**Directions**
Calculate how many lines of the data hold "JSON". The answer consists of that number only.

**Data provided**
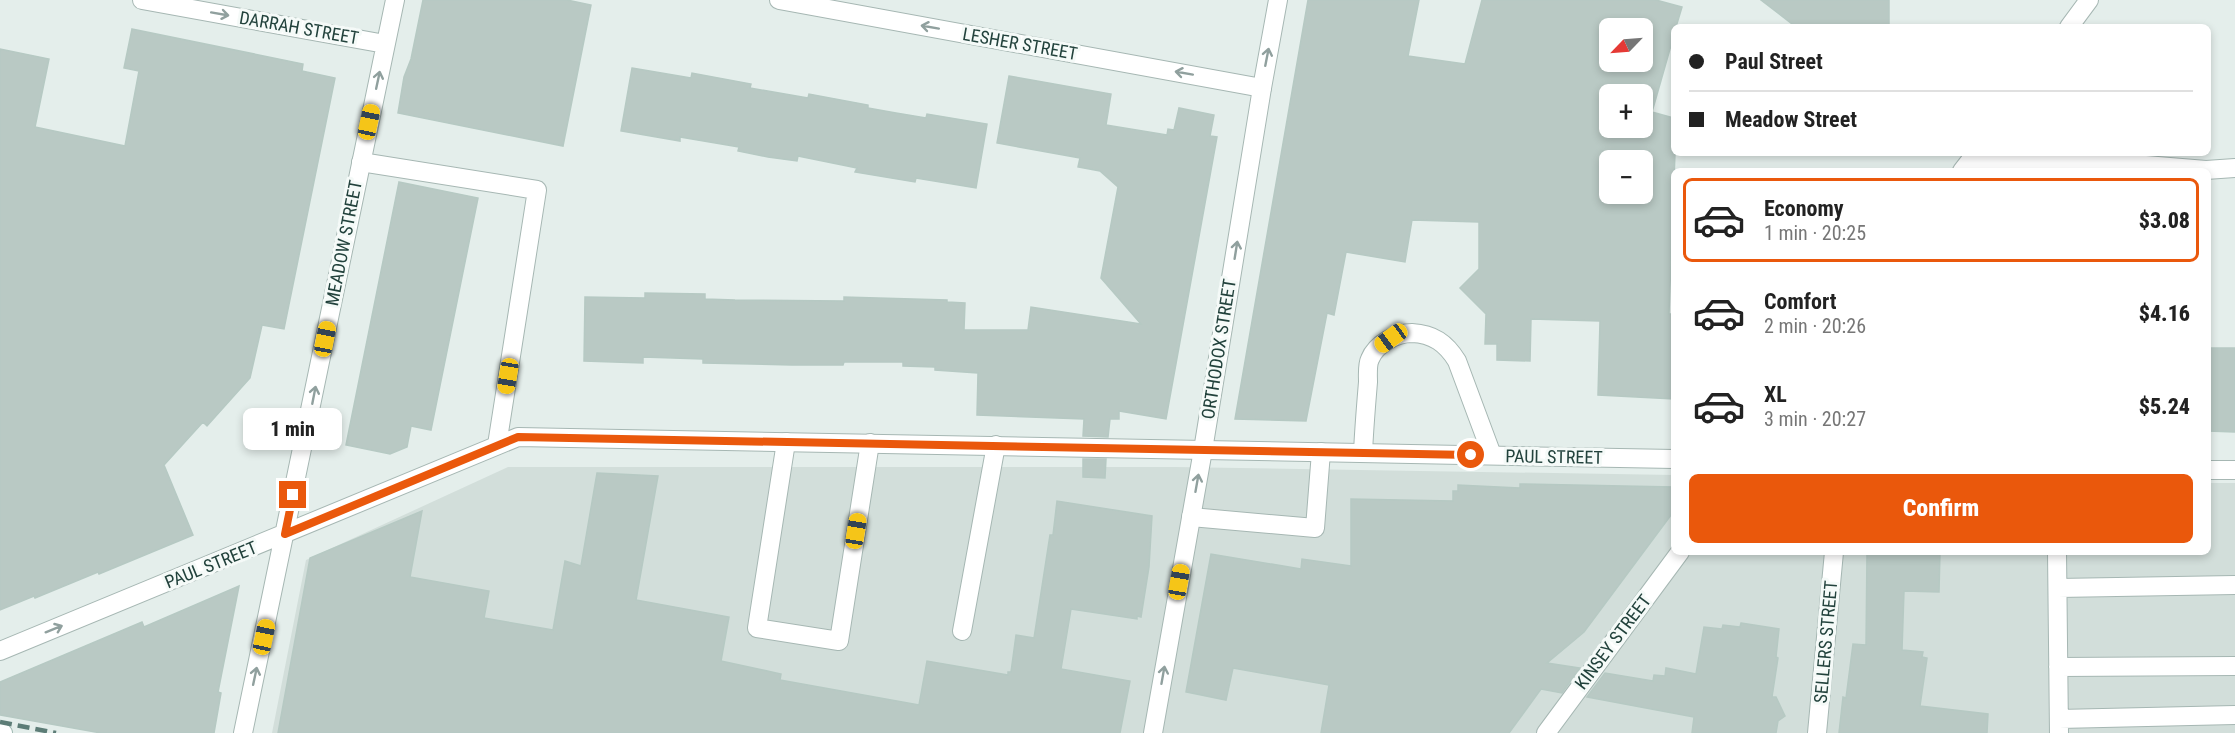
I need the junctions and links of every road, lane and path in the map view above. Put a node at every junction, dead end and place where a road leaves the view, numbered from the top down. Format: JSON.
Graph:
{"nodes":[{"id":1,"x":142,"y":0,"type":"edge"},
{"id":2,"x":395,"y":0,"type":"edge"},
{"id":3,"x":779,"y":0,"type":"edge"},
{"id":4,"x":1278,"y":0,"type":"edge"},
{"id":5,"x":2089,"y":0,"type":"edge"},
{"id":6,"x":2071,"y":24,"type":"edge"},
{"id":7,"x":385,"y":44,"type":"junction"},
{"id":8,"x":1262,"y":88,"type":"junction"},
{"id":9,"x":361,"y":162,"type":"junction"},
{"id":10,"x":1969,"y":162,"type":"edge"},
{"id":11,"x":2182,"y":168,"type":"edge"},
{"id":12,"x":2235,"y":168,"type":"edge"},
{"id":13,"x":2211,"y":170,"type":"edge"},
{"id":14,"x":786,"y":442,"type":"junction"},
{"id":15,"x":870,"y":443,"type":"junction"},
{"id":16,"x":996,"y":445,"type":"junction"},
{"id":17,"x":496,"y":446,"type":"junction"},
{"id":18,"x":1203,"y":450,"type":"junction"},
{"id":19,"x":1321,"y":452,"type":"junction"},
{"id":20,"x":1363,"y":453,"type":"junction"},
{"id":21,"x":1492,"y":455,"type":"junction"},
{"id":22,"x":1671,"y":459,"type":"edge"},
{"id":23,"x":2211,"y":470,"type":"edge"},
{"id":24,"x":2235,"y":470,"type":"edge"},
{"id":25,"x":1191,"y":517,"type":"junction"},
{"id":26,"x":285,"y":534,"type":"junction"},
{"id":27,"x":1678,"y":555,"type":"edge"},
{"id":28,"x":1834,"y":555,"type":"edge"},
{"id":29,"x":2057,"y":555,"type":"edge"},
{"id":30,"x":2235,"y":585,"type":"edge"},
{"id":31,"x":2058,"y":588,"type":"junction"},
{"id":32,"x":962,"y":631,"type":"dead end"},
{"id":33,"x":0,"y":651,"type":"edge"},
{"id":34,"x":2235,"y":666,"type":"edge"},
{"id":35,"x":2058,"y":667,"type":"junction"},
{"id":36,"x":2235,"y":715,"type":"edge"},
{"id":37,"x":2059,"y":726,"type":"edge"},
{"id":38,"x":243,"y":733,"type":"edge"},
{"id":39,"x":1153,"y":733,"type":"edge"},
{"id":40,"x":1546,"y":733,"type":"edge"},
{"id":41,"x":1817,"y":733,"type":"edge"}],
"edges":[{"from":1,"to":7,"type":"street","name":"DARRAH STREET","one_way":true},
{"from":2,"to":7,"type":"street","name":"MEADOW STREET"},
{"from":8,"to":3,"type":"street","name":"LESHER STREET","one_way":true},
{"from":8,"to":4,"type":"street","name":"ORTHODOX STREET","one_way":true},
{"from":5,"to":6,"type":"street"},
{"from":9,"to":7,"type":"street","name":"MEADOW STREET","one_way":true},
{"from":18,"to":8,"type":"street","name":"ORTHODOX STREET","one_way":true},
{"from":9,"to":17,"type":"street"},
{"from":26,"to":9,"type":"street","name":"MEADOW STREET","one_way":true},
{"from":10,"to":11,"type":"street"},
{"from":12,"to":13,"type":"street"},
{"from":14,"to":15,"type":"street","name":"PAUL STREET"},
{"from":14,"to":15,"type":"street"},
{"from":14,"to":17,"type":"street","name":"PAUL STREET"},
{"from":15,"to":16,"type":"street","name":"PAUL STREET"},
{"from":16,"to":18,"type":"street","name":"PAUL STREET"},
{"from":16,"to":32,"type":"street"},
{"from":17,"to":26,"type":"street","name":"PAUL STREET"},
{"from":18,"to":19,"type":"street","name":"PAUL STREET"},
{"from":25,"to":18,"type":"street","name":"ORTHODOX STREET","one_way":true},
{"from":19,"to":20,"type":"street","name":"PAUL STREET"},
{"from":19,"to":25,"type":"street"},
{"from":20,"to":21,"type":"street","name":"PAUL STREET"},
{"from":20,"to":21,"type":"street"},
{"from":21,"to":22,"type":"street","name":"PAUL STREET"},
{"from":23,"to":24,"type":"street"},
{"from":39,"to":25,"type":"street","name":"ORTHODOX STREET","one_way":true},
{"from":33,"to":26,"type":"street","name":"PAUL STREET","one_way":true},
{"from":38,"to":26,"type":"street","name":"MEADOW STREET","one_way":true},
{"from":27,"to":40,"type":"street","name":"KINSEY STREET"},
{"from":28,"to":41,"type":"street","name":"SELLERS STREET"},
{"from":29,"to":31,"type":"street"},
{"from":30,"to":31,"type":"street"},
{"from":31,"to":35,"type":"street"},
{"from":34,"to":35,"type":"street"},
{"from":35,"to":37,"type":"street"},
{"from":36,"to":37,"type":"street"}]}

...

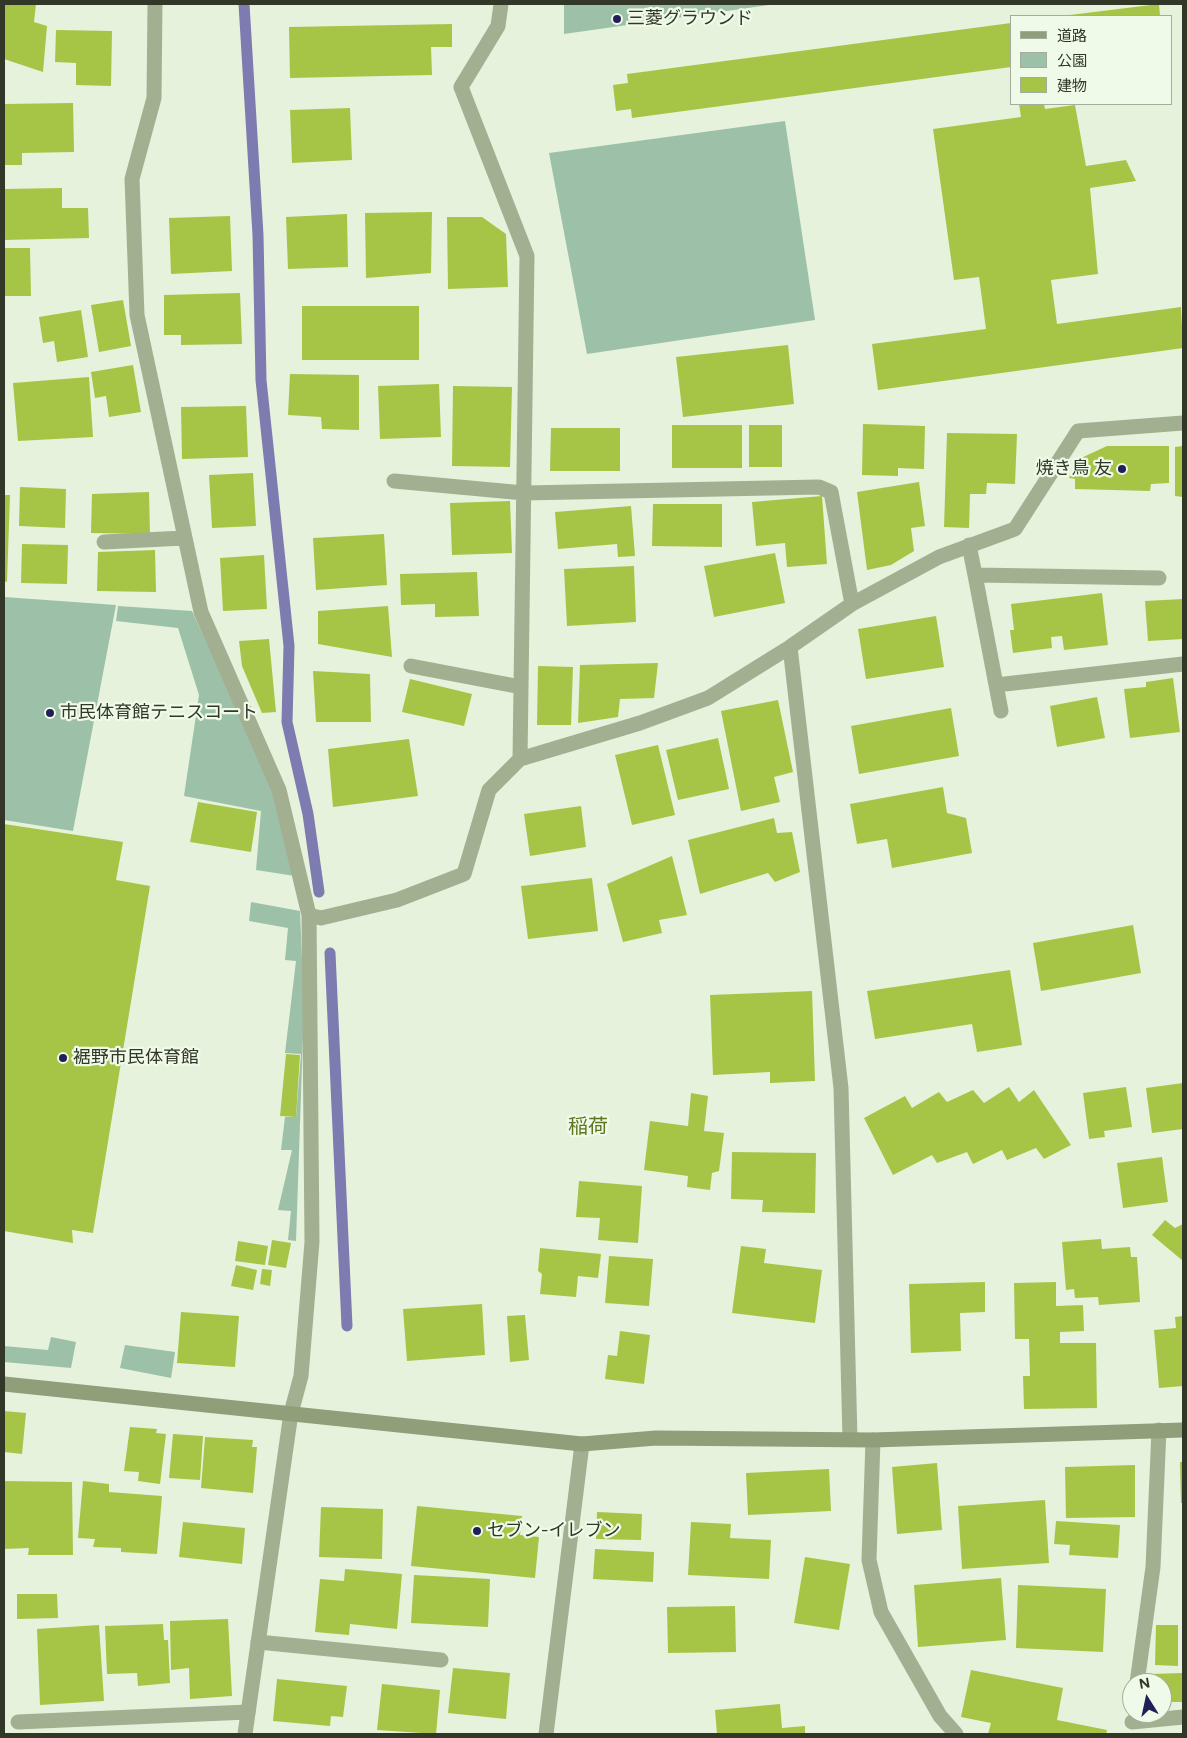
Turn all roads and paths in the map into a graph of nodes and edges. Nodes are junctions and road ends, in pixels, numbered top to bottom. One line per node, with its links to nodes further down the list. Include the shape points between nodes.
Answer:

--

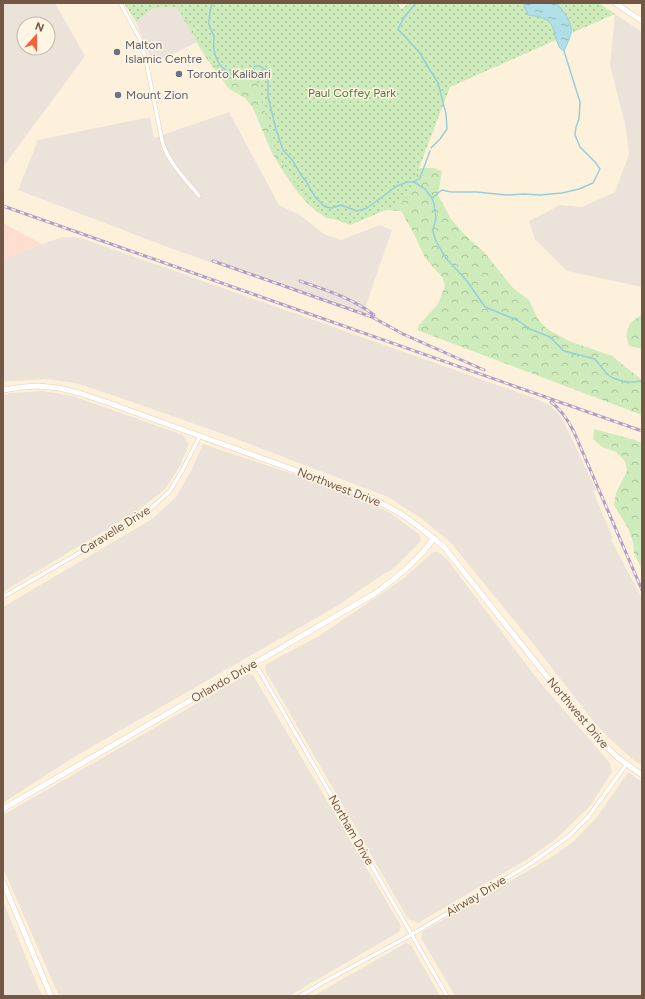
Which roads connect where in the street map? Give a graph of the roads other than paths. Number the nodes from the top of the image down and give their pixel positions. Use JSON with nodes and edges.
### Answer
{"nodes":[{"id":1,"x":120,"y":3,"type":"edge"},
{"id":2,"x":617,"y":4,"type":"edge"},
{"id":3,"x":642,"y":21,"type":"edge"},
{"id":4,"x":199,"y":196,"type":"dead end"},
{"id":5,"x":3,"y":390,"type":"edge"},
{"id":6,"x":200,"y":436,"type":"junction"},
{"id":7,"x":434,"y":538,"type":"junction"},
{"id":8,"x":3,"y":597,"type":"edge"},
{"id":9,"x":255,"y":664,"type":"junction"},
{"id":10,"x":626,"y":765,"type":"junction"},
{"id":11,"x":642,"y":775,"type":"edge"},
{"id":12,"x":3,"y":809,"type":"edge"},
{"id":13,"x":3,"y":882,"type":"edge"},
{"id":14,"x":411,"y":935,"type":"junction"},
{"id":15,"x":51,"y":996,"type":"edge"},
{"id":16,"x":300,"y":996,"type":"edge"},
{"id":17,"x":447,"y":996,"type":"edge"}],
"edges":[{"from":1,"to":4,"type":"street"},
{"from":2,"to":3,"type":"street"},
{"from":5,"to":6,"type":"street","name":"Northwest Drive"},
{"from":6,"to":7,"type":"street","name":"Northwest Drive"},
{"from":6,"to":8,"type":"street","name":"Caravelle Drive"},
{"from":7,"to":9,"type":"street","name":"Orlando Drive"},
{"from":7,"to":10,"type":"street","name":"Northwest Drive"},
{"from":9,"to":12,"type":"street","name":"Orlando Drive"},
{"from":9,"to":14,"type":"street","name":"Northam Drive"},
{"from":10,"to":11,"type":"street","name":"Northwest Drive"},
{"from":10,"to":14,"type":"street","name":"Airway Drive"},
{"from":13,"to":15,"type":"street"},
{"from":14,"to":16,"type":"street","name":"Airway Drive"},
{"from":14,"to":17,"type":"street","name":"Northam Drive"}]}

**Result below**
2